RECORDS SHOWN:
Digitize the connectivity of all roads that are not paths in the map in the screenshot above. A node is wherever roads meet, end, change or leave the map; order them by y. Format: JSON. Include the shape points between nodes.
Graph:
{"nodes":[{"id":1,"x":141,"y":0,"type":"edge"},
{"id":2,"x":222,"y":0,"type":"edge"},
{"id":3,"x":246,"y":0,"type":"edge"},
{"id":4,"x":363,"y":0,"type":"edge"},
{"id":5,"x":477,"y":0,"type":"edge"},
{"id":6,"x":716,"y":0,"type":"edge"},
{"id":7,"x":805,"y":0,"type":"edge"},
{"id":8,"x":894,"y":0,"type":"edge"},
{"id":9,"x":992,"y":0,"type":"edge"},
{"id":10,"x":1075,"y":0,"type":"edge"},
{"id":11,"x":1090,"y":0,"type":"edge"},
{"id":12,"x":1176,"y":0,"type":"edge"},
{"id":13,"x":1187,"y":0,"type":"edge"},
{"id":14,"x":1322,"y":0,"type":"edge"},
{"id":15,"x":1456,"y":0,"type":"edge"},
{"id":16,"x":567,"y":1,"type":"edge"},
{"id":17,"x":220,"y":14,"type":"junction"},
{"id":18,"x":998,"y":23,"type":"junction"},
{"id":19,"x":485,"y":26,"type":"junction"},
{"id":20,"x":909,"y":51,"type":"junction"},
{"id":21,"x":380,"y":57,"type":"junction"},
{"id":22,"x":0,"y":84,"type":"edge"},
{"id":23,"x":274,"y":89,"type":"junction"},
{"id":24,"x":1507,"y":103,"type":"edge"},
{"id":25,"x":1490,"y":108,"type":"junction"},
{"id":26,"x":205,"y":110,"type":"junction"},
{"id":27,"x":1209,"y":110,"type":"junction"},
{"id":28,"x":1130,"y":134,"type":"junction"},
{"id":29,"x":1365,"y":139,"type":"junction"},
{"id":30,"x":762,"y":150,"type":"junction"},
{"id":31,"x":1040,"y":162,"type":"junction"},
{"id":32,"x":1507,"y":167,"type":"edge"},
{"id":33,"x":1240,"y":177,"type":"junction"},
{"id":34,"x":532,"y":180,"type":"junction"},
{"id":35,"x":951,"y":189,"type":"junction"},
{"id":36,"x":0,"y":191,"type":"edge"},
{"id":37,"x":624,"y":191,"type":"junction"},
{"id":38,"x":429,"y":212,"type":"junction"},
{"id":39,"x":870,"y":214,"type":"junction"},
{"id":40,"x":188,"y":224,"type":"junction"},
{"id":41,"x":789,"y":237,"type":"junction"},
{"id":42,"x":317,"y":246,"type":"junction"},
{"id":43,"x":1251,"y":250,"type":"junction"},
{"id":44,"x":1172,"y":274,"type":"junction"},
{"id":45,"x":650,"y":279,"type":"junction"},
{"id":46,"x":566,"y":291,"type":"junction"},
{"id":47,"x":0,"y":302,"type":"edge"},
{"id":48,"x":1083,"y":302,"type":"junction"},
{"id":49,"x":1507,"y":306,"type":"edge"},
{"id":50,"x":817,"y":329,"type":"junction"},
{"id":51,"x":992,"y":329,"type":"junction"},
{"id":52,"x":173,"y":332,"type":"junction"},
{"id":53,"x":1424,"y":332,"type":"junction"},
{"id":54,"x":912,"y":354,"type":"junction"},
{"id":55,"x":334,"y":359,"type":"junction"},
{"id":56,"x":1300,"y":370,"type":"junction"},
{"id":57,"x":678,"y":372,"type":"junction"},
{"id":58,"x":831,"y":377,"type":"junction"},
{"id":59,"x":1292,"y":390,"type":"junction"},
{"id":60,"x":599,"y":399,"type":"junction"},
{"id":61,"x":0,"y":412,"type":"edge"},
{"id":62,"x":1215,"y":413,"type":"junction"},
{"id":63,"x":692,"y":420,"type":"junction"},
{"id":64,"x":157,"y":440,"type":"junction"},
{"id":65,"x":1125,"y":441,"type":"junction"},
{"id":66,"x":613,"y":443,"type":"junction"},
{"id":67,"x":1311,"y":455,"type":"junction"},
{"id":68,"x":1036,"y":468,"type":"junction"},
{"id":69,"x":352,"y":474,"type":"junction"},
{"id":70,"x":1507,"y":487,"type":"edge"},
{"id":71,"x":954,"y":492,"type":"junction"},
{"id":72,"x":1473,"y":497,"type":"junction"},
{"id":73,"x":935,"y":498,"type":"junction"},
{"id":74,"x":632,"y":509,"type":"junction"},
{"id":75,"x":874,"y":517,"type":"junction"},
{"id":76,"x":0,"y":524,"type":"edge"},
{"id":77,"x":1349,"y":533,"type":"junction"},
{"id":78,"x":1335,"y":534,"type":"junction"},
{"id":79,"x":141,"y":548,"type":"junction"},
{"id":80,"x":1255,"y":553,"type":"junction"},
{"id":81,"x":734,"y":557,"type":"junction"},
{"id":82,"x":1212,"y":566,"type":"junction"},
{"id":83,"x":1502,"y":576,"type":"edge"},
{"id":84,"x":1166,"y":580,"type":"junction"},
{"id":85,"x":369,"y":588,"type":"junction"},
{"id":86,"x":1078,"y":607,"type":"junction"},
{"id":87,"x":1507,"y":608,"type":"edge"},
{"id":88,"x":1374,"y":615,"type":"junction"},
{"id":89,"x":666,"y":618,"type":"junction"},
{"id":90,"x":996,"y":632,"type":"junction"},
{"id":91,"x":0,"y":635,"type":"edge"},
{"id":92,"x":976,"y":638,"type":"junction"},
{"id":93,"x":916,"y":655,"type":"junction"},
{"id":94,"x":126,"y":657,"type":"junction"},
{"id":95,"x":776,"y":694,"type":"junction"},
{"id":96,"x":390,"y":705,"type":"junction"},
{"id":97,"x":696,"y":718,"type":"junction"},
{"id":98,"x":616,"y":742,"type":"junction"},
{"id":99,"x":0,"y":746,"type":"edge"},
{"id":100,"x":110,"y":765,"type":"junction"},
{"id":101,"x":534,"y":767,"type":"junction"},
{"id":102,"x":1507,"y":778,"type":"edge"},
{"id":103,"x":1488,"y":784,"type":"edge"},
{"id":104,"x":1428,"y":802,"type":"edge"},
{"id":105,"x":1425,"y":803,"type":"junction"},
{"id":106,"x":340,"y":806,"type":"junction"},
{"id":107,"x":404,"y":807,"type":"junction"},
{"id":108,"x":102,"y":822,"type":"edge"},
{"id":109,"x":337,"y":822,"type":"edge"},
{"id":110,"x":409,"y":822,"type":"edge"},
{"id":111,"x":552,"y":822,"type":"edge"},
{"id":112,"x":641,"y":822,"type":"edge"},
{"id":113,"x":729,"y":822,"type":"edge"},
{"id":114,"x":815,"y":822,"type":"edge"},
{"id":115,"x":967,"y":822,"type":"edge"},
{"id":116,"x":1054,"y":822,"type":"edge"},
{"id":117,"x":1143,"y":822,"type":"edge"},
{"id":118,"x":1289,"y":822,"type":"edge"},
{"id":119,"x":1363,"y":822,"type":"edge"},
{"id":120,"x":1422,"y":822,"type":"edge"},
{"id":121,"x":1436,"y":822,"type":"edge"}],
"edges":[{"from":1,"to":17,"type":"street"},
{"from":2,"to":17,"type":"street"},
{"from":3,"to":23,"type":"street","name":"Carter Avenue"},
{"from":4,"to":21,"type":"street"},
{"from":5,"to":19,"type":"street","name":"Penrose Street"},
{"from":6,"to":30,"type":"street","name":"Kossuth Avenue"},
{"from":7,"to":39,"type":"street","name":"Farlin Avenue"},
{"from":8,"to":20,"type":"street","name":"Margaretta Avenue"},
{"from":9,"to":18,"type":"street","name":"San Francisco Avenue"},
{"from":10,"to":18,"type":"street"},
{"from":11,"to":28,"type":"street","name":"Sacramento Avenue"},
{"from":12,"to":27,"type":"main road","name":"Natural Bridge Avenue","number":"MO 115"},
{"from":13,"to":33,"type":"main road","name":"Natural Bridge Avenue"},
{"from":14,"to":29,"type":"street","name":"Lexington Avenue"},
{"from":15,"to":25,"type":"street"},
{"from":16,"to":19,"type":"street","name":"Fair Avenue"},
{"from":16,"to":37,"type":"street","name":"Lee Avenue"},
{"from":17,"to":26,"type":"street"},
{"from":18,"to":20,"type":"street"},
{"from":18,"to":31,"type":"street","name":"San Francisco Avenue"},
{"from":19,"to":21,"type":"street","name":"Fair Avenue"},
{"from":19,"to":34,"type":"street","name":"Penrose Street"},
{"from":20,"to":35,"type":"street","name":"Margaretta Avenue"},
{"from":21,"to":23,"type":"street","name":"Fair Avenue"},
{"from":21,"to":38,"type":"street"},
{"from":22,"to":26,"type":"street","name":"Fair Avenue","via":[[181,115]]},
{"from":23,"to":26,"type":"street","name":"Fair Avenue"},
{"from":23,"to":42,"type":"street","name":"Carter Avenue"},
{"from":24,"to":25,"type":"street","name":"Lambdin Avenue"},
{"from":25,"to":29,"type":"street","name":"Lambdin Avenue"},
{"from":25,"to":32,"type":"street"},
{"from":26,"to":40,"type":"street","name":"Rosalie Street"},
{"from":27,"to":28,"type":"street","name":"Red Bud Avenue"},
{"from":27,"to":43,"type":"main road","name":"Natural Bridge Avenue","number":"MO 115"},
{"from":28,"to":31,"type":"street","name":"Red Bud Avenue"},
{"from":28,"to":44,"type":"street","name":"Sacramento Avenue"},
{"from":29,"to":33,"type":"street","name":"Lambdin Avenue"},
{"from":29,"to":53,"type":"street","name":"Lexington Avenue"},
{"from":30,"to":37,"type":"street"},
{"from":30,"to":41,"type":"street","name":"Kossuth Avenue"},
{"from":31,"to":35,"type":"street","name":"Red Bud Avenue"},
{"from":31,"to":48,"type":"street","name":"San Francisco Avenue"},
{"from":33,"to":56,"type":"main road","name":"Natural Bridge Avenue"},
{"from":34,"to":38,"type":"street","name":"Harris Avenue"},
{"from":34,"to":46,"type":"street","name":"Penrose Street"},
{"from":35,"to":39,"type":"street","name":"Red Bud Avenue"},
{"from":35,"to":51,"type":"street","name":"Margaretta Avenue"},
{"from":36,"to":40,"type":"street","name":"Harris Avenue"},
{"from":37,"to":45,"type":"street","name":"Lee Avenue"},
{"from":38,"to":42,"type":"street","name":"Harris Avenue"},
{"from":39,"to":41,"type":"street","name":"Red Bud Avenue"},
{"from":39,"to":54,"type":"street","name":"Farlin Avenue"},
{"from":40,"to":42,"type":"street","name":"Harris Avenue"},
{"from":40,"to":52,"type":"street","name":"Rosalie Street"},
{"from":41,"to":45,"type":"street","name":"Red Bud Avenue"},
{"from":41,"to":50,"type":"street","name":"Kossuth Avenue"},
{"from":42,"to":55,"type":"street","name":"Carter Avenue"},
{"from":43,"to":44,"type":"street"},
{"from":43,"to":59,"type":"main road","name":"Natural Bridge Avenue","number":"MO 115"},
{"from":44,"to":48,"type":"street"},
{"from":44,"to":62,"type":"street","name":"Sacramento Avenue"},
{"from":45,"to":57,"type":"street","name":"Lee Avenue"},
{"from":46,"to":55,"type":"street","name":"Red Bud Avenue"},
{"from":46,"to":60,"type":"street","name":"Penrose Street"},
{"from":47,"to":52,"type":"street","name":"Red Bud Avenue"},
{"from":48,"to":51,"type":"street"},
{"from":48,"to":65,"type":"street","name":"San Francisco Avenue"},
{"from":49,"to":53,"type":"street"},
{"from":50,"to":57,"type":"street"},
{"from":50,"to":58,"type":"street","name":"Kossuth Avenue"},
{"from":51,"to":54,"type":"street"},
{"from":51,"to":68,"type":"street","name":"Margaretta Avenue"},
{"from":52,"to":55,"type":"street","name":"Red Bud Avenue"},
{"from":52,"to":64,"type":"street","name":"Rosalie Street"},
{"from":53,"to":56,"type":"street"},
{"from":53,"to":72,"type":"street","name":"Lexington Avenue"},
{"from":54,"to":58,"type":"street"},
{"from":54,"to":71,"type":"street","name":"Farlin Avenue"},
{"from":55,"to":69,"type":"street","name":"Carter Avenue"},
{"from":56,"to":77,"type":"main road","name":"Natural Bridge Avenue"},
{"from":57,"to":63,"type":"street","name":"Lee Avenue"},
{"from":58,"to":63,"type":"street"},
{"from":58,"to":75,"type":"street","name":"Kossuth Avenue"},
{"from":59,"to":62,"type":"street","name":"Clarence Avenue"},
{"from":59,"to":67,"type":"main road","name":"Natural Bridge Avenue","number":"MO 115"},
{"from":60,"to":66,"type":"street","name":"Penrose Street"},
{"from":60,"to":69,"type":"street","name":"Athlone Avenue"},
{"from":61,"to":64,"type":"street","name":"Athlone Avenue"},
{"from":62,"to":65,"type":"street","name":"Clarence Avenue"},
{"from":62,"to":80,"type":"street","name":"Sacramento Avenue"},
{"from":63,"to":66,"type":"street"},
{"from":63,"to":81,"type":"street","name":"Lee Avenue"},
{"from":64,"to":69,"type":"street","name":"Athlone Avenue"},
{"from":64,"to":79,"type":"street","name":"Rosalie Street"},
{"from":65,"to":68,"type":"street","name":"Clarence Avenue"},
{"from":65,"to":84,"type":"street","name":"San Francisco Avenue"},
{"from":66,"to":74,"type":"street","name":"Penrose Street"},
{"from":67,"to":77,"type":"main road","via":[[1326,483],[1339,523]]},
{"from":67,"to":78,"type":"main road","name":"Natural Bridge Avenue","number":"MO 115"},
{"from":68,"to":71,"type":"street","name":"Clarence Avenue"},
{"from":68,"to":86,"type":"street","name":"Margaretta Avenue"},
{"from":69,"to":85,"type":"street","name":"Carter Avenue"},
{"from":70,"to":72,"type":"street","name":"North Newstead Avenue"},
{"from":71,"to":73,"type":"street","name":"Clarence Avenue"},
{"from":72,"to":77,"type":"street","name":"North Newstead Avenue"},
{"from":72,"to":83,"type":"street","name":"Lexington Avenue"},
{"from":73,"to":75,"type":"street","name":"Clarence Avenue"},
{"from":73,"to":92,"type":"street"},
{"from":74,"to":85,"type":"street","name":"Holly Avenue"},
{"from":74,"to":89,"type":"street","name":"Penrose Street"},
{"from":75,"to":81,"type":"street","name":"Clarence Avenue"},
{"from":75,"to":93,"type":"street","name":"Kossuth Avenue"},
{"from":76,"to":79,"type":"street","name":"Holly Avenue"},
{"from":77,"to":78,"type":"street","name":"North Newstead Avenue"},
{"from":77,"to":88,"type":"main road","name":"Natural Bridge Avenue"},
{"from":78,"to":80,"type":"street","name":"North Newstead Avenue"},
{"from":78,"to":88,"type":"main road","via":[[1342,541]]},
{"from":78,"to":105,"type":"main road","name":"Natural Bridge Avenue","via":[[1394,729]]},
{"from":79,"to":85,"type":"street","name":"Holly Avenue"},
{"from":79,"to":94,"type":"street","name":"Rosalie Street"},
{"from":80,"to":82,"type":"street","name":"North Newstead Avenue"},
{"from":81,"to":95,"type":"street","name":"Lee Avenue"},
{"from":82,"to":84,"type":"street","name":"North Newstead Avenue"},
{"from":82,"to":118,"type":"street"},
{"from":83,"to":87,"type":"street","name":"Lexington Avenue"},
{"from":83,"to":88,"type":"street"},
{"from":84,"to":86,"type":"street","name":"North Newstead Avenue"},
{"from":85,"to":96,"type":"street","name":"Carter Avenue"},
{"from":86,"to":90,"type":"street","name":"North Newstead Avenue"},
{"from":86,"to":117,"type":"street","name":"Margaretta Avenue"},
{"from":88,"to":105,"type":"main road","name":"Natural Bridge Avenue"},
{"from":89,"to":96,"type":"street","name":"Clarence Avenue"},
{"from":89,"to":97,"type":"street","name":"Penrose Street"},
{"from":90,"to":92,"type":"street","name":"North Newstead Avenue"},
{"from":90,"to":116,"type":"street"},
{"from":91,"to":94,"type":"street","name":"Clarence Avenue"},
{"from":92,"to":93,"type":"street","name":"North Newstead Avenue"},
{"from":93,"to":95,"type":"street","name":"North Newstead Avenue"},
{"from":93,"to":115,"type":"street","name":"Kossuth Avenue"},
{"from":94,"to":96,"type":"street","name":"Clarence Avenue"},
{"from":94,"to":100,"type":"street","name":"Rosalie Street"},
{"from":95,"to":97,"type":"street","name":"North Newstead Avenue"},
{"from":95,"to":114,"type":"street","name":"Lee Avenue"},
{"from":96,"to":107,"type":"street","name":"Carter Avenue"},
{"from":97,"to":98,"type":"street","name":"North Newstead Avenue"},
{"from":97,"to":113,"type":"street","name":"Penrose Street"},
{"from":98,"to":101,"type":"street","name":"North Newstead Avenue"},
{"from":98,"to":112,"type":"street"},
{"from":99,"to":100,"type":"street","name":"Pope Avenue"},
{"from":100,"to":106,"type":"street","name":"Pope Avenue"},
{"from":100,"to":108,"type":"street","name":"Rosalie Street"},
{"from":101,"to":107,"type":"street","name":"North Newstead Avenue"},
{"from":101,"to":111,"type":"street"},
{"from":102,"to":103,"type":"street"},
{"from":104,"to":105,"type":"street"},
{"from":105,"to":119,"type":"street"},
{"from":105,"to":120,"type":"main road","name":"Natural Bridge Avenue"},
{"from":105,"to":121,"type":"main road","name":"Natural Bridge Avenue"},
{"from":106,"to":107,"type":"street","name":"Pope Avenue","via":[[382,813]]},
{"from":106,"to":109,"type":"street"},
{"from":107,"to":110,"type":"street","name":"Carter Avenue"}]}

WHAT TO DO: Copy all lines from the material that hold "Athlone".

TASK RESULT:
{"from":60,"to":69,"type":"street","name":"Athlone Avenue"},
{"from":61,"to":64,"type":"street","name":"Athlone Avenue"},
{"from":64,"to":69,"type":"street","name":"Athlone Avenue"},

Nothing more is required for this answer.